Usage.ai, the New York-based cloud cost optimization platform, dropped a significant update this week: full automation support for AWS Database Savings Plans across all 10 eligible services is now live. The announcement, made June 16, 2026, comes on the heels of AWS expanding DSP eligibility to OpenSearch Service and Neptune Analytics back in March—meaning Usage.ai had fresh ground to cover just months after the program matured.

All 10 Services Now Covered

The platform handles Amazon RDS (Gen 7+ provisioned instances), Aurora (Gen 7+, Serverless v2, DSQL), DynamoDB (on-demand and provisioned throughput), ElastiCache (Valkey engine only), DocumentDB (Gen 7+, Serverless), Neptune (Gen 7+, Serverless, Analytics), Keyspaces, Timestream for InfluxDB, OpenSearch Service (Serverless, Gen 7+), and AWS Database Migration Service. That's a wide surface area—and the eligibility rules differ meaningfully across each service, from instance generation requirements to which storage tiers qualify.

How Usage.ai Handles the Full DSP Lifecycle

The platform automates in five stages: pulling Cost and Usage Report data to identify eligible spend (separating it from RI-eligible spend), calculating the 60-day hourly floor for right-sized commitment sizing, purchasing through billing-layer access with immediate activation, monitoring utilization on a 24-hour refresh cycle instead of AWS Cost Explorer's 72+ hour lag, and providing cashback on underutilized commitments. The fee structure is straightforward—percentage of realized savings only, no upfront costs to the customer.

Key Facts About Database Savings Plans

These aren't your standard Compute Savings Plans. DSP has a hard 1-year term with No Upfront payment only—no All Upfront or Partial Upfront options exist here. Maximum savings reach 35% for serverless workloads like Aurora Serverless v2 and Neptune Analytics, 20% for most provisioned instances, 18% for on-demand throughput (DynamoDB, Keyspaces), and 12% for their provisioned capacity counterparts. AWS applies DSP after Reserved Instances in the discount waterfall, so you can't stack them on the same workload in the same billing hour.

Recommended Order of Operations Before Committing

Usage.ai's guidance is clear: right-size based on CPU and memory utilization first, migrate to current-generation instances (Gen 7+ for RDS/Aurora; Valkey engine for ElastiCache since older generations remain RI-only), evaluate storage configuration carefully—Aurora and DocumentDB's I/O-Optimized option carries different cost implications depending on actual I/O consumption—and only then purchase DSP commitments against the confirmed, right-sized spend floor. Buying before completing these steps locks in commitments on oversized or ineligible infrastructure.

Leadership Perspective

CEO Kaveh Khorram framed the broader context: "FinOps started with EC2. It matured into Savings Plans and Reserved Instances across compute. The next phase is database and it's more complex because the eligibility rules, the instance families, and the discount waterfall all behave differently across 10 services." He added that teams which balance engineering judgment with financial discipline are where cloud economics get won or lost.

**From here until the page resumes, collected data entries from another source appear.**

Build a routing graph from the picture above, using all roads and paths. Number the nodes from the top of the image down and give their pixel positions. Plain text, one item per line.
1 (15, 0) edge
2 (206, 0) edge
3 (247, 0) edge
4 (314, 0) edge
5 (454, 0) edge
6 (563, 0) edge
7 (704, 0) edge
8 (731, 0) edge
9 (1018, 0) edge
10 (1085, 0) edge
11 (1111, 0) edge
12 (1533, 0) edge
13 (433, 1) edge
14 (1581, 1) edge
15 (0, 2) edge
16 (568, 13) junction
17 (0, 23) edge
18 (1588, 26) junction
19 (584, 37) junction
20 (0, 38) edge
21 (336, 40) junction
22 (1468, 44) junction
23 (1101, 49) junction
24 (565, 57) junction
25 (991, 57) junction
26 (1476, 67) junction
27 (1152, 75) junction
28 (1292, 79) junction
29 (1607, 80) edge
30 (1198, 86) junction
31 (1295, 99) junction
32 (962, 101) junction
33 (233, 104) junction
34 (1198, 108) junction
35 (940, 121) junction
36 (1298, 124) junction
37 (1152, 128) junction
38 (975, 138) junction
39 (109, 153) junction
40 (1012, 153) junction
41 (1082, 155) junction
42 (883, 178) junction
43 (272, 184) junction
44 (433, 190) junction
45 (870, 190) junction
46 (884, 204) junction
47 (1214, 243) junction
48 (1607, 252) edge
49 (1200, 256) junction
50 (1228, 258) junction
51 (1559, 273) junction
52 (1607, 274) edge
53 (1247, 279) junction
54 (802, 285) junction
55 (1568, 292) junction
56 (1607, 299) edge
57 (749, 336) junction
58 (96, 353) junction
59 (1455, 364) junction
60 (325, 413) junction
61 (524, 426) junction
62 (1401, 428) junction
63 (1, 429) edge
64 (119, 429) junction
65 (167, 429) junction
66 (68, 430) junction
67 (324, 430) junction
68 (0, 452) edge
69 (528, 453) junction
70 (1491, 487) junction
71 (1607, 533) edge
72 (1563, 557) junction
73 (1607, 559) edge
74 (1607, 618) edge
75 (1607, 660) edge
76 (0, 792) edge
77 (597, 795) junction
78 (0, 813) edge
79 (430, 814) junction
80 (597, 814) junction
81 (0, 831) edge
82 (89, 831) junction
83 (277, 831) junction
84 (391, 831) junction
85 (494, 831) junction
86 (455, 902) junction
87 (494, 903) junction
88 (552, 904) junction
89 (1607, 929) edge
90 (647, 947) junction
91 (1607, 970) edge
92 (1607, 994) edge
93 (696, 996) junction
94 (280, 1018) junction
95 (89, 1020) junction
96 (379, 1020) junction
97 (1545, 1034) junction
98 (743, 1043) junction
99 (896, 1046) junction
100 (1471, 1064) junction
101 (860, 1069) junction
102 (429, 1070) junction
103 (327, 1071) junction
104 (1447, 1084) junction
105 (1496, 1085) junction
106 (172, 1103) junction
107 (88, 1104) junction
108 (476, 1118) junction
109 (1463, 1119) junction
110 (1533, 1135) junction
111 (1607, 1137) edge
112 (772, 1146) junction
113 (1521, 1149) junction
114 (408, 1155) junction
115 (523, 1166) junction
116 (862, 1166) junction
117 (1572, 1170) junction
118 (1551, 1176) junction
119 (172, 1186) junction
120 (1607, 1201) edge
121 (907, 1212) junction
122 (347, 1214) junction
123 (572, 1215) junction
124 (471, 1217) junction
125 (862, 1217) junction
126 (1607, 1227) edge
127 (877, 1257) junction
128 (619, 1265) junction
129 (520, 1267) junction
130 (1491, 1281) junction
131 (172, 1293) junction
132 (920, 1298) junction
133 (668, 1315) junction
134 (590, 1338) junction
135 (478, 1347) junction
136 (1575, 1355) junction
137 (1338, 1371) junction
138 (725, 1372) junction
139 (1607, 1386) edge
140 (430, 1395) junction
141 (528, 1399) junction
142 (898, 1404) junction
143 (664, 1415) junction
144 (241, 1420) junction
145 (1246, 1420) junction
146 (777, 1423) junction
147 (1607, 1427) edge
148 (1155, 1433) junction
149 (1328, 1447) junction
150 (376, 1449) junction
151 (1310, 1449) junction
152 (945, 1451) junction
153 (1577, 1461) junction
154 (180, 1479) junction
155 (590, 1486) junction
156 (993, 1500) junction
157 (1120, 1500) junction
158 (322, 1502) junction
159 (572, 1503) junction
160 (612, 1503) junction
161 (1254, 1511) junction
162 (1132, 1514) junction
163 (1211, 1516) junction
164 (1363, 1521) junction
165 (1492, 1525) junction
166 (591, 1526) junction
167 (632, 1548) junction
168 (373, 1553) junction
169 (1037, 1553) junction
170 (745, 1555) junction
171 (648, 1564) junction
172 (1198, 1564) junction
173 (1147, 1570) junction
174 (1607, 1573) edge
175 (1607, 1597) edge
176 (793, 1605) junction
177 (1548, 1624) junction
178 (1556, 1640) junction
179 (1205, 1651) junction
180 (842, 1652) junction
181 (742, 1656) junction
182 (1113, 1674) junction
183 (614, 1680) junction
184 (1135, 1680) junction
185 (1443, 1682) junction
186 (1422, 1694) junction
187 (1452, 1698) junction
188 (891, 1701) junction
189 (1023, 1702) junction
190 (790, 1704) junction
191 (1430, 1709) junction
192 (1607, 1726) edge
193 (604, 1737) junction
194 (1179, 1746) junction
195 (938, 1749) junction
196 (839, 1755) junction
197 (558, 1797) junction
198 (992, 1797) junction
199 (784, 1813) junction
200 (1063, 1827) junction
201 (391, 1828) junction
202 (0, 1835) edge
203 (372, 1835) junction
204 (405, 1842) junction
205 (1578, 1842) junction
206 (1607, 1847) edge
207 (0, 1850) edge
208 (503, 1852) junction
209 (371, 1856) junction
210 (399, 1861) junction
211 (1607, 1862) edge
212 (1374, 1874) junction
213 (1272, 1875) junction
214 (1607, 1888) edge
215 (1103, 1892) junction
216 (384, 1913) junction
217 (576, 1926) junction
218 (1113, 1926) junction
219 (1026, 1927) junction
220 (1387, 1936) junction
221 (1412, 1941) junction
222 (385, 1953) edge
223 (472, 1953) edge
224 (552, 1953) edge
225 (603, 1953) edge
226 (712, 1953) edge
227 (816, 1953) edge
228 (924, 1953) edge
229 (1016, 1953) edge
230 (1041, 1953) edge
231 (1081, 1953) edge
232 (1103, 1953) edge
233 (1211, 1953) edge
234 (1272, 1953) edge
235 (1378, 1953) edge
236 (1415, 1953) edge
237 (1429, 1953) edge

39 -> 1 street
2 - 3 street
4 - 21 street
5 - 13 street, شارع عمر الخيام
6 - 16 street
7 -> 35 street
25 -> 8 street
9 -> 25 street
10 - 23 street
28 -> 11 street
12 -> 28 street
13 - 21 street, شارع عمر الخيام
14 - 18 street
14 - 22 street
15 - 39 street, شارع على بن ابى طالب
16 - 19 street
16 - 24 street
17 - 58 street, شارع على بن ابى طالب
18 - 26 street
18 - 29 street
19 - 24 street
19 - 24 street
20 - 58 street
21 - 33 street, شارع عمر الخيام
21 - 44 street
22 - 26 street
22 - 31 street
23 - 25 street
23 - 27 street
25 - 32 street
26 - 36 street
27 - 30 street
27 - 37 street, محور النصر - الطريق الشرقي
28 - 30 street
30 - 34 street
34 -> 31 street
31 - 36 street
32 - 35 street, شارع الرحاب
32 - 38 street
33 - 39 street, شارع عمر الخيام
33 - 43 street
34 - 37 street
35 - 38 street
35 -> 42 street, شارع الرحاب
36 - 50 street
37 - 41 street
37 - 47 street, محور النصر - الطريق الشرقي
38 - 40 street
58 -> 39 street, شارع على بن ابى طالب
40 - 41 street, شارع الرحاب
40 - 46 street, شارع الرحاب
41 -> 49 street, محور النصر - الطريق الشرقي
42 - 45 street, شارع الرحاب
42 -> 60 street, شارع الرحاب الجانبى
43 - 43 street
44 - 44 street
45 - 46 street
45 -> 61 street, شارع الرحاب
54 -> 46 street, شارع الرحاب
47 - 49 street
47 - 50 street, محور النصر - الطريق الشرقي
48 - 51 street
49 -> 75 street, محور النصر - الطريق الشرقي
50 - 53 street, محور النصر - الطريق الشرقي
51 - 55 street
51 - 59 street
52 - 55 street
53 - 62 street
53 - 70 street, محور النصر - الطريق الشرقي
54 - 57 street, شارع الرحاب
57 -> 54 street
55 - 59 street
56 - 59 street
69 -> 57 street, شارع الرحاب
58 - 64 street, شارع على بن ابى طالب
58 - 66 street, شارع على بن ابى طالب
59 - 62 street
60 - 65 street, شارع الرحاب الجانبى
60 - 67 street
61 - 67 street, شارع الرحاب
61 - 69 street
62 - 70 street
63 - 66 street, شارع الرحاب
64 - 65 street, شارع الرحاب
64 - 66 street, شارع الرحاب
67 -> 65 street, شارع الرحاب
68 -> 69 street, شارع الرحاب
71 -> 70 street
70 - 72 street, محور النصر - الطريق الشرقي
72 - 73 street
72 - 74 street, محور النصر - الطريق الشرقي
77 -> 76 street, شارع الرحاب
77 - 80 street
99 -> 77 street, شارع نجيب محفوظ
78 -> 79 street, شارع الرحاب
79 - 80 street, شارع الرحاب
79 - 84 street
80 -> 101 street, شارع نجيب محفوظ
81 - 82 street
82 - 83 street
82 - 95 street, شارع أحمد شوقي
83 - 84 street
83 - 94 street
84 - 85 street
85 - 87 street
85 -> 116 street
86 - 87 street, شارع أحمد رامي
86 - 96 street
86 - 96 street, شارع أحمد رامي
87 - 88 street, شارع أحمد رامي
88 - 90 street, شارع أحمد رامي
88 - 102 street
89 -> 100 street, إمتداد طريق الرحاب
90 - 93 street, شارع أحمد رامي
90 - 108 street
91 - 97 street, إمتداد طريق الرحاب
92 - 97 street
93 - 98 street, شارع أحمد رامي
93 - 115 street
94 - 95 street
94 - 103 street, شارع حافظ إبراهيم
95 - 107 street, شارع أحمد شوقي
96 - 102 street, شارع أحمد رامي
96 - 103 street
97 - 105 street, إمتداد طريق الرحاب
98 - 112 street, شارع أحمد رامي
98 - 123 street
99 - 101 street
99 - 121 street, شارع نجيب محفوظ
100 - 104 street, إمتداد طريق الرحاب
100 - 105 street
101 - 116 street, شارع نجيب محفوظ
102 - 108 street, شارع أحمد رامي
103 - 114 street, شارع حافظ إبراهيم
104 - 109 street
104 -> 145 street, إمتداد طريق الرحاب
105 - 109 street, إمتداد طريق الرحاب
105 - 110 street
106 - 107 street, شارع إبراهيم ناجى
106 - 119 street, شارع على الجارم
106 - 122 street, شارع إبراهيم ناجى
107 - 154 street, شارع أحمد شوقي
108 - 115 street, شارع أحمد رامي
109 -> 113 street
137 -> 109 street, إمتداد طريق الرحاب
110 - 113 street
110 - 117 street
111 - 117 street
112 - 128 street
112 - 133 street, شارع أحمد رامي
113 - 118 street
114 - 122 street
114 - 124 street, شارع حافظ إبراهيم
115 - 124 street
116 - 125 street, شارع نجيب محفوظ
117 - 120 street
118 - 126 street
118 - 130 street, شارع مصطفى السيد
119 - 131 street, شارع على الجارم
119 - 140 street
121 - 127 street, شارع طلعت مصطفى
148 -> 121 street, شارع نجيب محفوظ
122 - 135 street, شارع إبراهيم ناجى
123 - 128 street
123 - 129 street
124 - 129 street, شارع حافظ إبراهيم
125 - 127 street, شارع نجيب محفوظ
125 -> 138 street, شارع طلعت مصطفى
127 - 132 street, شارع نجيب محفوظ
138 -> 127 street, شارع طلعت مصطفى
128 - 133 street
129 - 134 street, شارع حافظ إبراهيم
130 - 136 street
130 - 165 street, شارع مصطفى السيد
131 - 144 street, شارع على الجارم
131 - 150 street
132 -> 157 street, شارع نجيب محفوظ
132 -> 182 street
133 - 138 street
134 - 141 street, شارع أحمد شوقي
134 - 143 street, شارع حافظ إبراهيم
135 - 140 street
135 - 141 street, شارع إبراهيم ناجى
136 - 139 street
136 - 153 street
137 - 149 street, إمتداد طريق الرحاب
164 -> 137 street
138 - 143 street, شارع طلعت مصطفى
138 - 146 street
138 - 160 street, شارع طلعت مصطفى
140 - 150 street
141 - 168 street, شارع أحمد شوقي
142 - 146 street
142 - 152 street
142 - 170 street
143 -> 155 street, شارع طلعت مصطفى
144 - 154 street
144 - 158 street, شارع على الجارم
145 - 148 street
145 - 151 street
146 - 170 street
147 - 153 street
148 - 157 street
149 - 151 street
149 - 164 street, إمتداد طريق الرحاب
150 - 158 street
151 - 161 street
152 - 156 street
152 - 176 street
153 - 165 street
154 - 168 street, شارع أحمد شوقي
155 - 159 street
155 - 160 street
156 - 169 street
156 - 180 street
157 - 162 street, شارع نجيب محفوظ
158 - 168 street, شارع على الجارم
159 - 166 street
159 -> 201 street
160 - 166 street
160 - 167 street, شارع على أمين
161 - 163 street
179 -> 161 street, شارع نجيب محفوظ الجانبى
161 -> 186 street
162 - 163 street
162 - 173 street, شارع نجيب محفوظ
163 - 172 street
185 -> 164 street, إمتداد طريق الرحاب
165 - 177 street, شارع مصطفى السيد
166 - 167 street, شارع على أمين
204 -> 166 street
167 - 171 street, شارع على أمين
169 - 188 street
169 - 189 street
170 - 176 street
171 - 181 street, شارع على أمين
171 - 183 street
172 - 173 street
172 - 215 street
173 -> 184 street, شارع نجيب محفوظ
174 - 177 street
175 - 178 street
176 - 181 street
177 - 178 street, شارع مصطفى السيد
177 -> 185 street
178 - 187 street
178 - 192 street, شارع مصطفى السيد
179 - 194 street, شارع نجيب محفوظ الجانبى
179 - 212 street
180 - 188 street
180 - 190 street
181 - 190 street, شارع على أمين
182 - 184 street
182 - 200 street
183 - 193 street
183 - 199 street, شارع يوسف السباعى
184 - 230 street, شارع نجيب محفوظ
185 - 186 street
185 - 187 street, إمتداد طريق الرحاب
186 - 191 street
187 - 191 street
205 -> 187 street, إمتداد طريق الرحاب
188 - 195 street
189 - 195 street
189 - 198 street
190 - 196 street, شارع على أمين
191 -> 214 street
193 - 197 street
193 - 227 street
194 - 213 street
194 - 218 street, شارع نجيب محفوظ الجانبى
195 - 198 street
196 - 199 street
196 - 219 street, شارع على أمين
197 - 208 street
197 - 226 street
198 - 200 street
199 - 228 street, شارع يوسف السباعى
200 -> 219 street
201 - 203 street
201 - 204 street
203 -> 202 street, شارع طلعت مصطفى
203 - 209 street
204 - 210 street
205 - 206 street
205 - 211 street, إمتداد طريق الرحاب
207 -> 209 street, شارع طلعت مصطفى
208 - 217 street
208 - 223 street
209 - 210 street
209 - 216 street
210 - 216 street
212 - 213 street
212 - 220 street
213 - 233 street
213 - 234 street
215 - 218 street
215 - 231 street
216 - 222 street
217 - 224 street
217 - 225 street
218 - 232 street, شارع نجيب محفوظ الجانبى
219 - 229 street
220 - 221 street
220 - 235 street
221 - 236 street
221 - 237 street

Why This Matters for Engineering Teams

The operational complexity here isn't trivial. Ten services with different eligibility requirements, varying savings rates tied to workload type, instance generation gates, storage tier implications, and a discount waterfall that requires careful sequencing alongside existing Reserved Instances—this is exactly the kind of multidimensional problem that creates FinOps debt in growing organizations. Usage.ai's approach automates the analysis work that most teams either skip or do poorly, which means fewer over-committed dollars sitting idle on services that got migrated or downsized.

Key Takeaways

  • DSP term is locked at 1-year with No Upfront payment only—no flexibility in commitment structure
  • Serverless workloads (Aurora Serverless v2, Neptune Analytics, DocumentDB Serverless) hit up to 35% savings—highest tier available
  • ElastiCache requires Valkey engine; standard Redis OSS and Memcached remain RI-only
  • DynamoDB DSP cannot stack with reserved capacity on the same table
  • Usage.ai's 24-hour monitoring cycle catches utilization drops faster than AWS Cost Explorer's delayed reporting

The Bottom Line

This is solid automation work on a genuinely complex problem. If your organization runs meaningful database workloads on AWS and isn't actively managing DSP commitments, you're leaving real money on the table—and probably over-committed on services that got refactored six months ago without anyone adjusting the billing layer. Usage.ai's fee structure aligns incentives properly: they only win when you save.